## What you need to do
What is needed is a copy of each line in the listing that contains "give".

════════

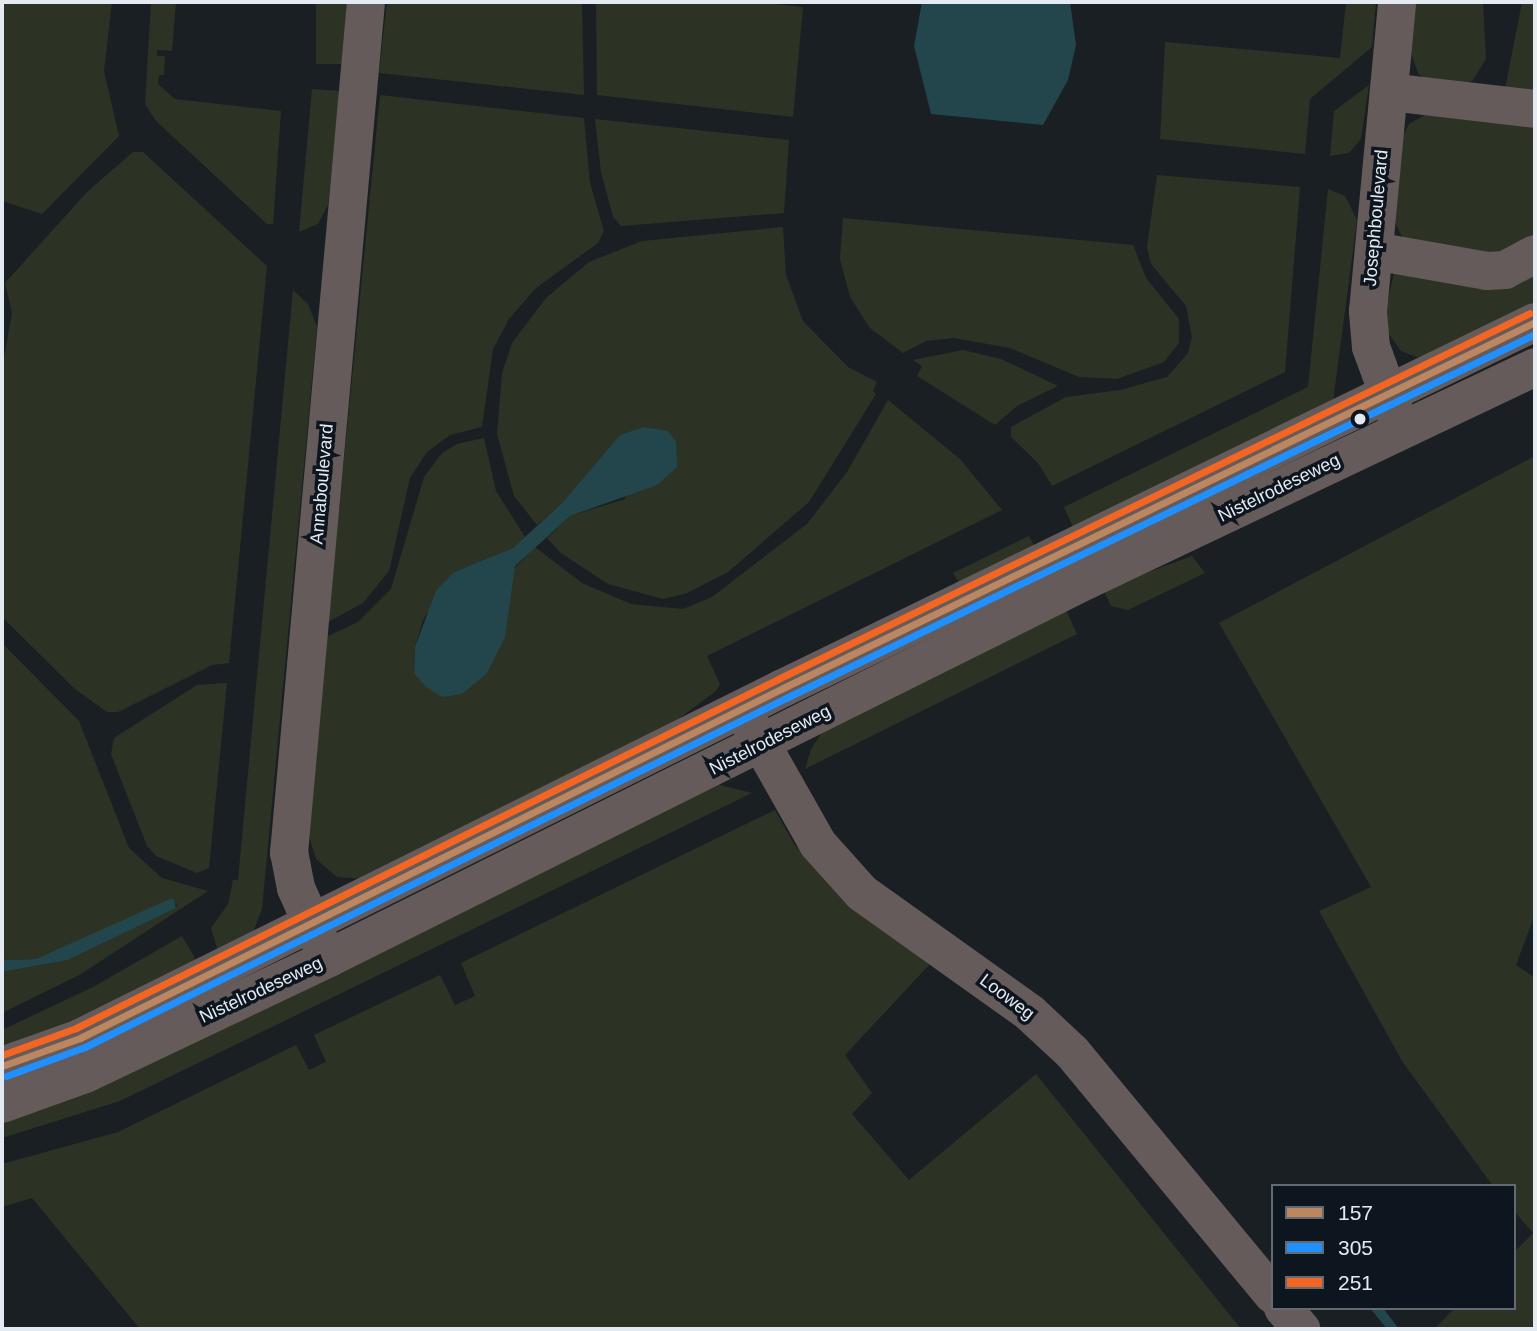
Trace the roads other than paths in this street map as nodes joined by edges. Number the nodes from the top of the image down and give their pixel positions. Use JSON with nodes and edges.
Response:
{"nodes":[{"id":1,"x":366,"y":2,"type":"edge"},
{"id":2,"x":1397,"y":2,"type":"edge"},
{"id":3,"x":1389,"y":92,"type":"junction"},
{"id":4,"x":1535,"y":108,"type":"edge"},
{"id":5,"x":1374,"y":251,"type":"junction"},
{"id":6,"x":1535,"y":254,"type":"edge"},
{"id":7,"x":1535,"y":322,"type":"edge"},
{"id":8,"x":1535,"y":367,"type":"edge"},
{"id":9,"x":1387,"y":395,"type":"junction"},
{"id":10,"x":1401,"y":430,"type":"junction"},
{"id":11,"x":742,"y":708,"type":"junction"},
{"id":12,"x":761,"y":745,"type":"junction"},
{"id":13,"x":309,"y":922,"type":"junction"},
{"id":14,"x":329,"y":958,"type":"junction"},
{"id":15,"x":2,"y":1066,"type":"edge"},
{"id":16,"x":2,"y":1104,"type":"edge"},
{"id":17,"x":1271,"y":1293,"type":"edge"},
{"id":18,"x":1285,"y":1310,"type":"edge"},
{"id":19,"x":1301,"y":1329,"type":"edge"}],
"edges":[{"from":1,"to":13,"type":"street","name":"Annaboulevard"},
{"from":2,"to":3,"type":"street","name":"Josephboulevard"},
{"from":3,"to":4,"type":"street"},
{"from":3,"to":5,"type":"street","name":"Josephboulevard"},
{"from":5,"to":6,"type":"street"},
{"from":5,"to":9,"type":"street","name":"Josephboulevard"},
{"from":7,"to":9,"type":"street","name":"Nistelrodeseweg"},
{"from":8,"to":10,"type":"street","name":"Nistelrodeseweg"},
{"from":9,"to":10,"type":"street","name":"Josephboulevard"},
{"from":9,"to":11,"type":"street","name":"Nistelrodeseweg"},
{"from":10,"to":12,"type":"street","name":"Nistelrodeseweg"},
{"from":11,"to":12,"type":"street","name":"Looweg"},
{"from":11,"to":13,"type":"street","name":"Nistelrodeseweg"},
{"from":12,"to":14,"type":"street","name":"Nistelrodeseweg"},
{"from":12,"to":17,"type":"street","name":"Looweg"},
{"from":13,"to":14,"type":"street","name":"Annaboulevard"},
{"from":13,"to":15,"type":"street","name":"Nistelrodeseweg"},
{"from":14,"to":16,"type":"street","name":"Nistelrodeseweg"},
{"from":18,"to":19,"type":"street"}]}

════════

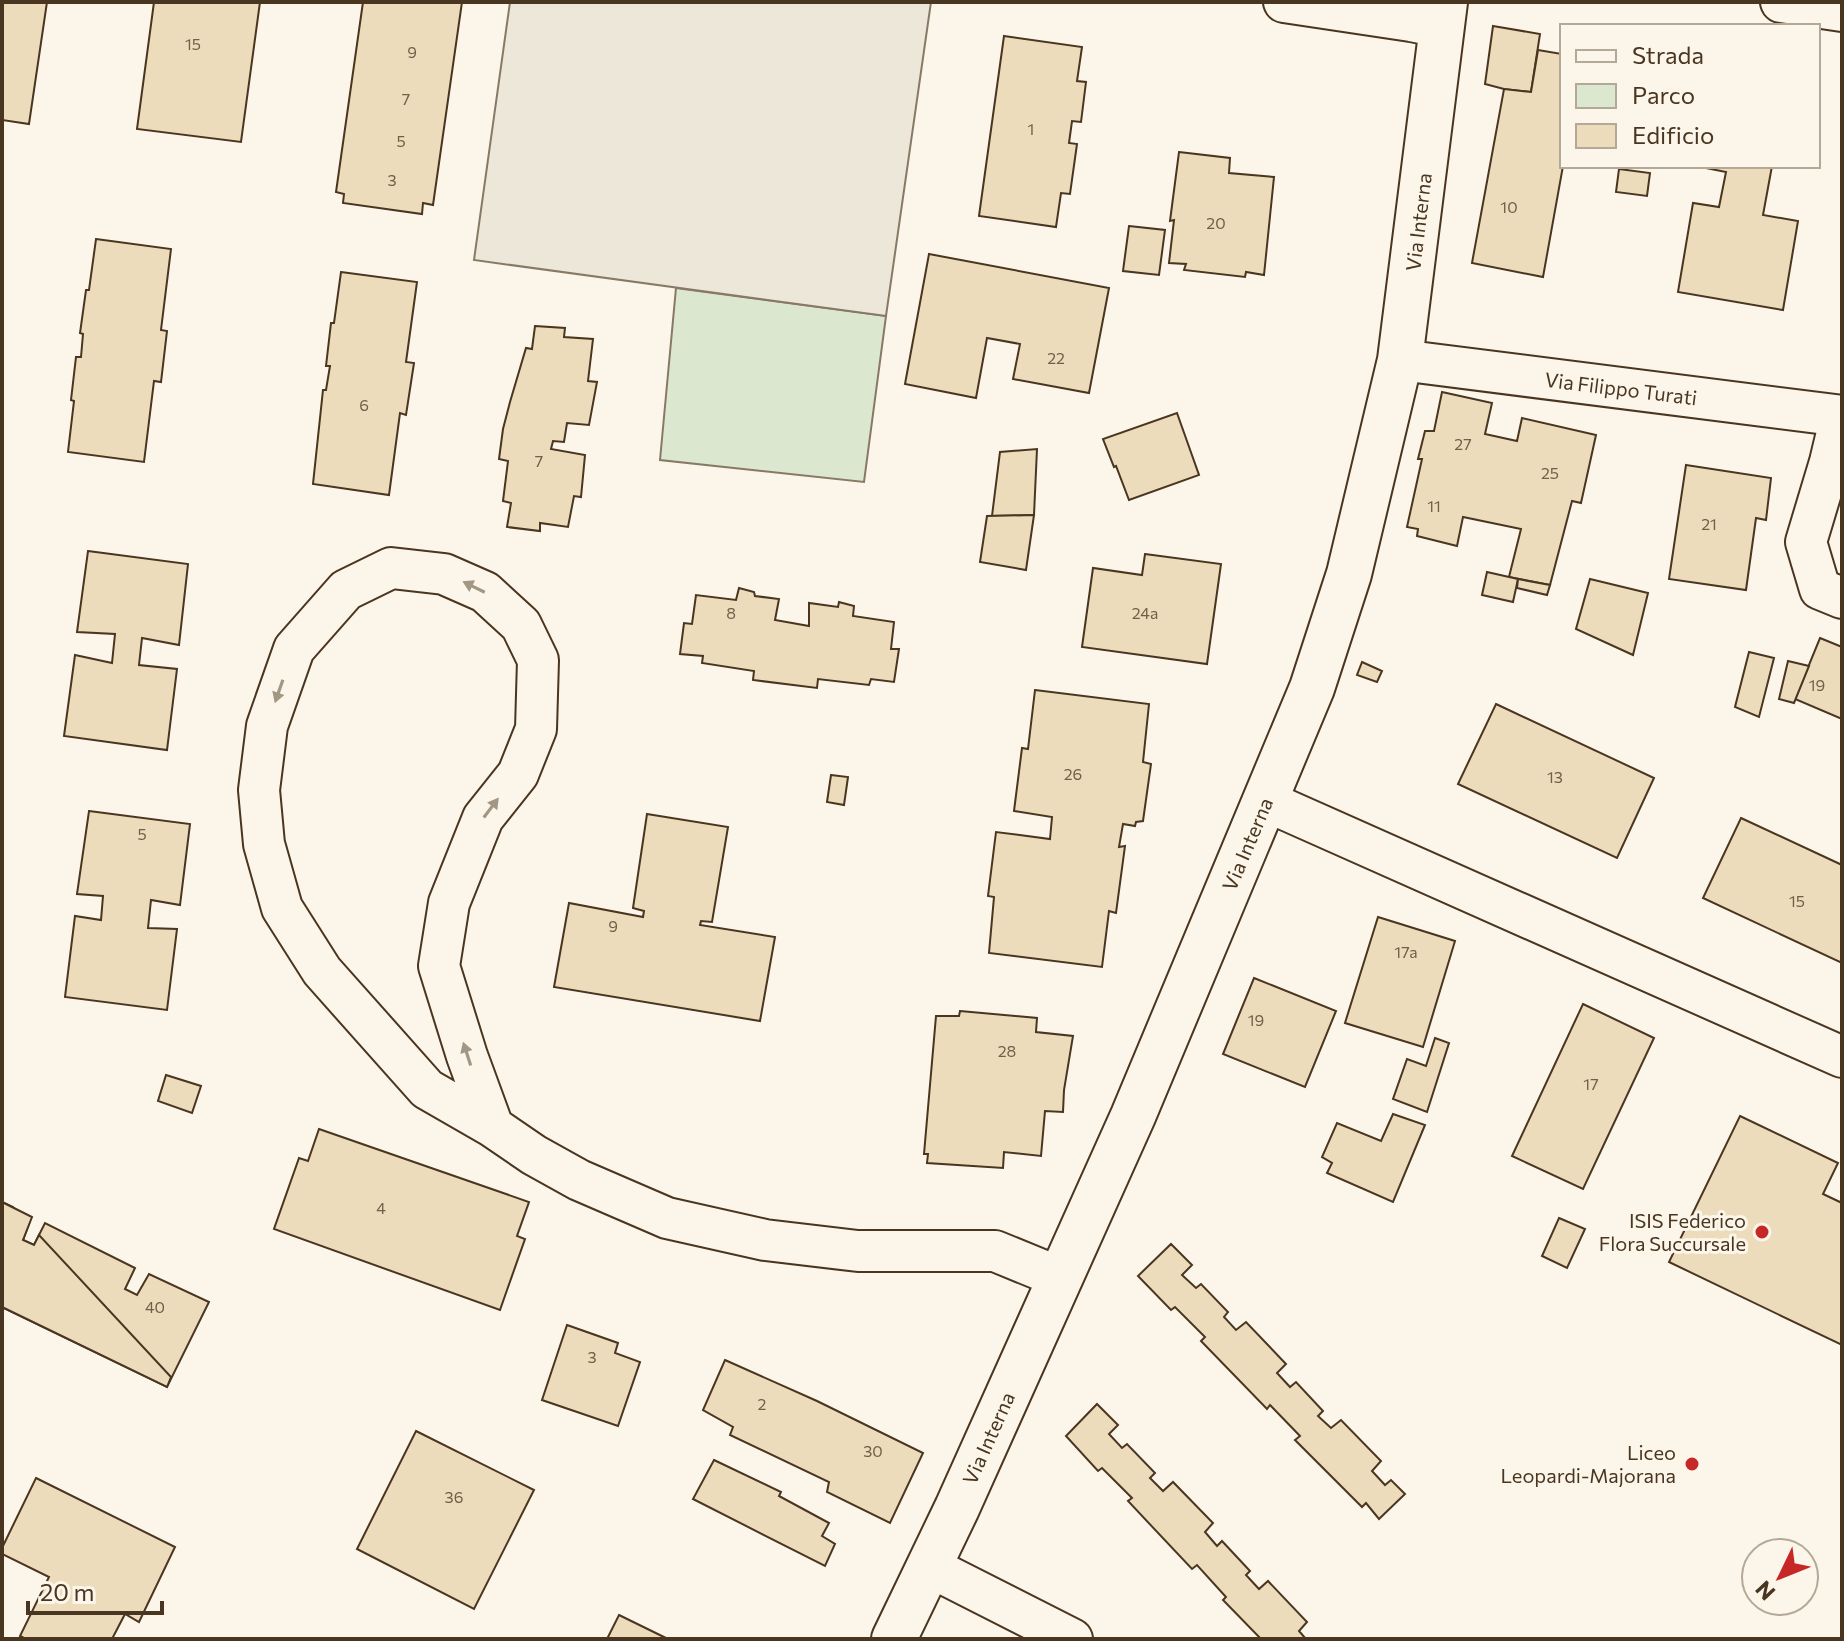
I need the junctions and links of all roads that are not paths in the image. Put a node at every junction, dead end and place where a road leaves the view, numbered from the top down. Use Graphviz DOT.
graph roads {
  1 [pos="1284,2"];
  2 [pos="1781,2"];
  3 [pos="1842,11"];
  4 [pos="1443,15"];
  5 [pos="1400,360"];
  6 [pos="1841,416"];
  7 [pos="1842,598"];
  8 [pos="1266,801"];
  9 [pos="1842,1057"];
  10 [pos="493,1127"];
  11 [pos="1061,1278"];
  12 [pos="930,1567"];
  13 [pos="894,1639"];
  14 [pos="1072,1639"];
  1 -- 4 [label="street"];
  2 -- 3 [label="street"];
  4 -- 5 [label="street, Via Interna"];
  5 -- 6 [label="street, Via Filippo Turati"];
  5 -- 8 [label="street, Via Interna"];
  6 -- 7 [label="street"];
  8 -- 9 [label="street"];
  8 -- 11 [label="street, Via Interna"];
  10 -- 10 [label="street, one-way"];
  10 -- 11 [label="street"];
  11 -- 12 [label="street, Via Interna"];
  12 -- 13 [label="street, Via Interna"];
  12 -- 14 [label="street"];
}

════════

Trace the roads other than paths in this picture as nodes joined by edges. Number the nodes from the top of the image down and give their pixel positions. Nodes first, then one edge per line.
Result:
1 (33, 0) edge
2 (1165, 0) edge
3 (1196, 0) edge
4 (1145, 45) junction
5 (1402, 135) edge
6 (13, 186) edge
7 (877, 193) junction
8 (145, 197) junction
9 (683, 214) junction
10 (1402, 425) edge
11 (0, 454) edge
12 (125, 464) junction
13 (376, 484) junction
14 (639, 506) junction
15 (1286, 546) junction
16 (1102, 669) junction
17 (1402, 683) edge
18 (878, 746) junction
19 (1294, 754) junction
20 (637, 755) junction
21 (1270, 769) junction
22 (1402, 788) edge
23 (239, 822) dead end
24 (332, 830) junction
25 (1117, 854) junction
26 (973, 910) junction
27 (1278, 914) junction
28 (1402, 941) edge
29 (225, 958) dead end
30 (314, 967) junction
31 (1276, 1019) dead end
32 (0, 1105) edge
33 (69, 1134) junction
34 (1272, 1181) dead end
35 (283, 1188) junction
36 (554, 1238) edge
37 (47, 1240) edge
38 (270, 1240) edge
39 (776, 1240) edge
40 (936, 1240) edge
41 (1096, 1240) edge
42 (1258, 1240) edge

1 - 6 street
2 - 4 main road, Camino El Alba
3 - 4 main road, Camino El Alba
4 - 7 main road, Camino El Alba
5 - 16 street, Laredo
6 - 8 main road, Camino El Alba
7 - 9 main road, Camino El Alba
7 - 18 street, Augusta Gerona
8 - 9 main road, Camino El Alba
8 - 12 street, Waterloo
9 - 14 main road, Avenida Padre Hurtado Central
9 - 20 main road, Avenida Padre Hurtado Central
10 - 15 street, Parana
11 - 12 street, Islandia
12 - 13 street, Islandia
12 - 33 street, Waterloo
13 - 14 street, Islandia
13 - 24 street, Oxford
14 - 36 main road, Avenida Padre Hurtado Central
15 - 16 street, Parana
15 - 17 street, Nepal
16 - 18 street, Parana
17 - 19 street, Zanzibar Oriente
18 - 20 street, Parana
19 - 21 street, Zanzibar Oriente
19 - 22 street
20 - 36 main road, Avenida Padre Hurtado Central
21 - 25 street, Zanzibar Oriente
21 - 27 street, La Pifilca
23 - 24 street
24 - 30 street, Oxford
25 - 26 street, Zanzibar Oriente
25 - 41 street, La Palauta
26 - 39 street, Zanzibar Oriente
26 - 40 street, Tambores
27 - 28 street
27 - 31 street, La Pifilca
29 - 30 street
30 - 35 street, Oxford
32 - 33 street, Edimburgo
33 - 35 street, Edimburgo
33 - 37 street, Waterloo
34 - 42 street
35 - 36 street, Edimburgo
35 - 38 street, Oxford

════════

## Completed exercise
Trace the roads other than paths in this street map as nodes joined by edges. Number the nodes from the top of the image down and give their pixel positions. Use JSON with nodes and edges.
Trace the roads other than paths in this picture as nodes joined by edges. Number the nodes from the top of the image down and give their pixel positions. Nodes first, then one edge per line.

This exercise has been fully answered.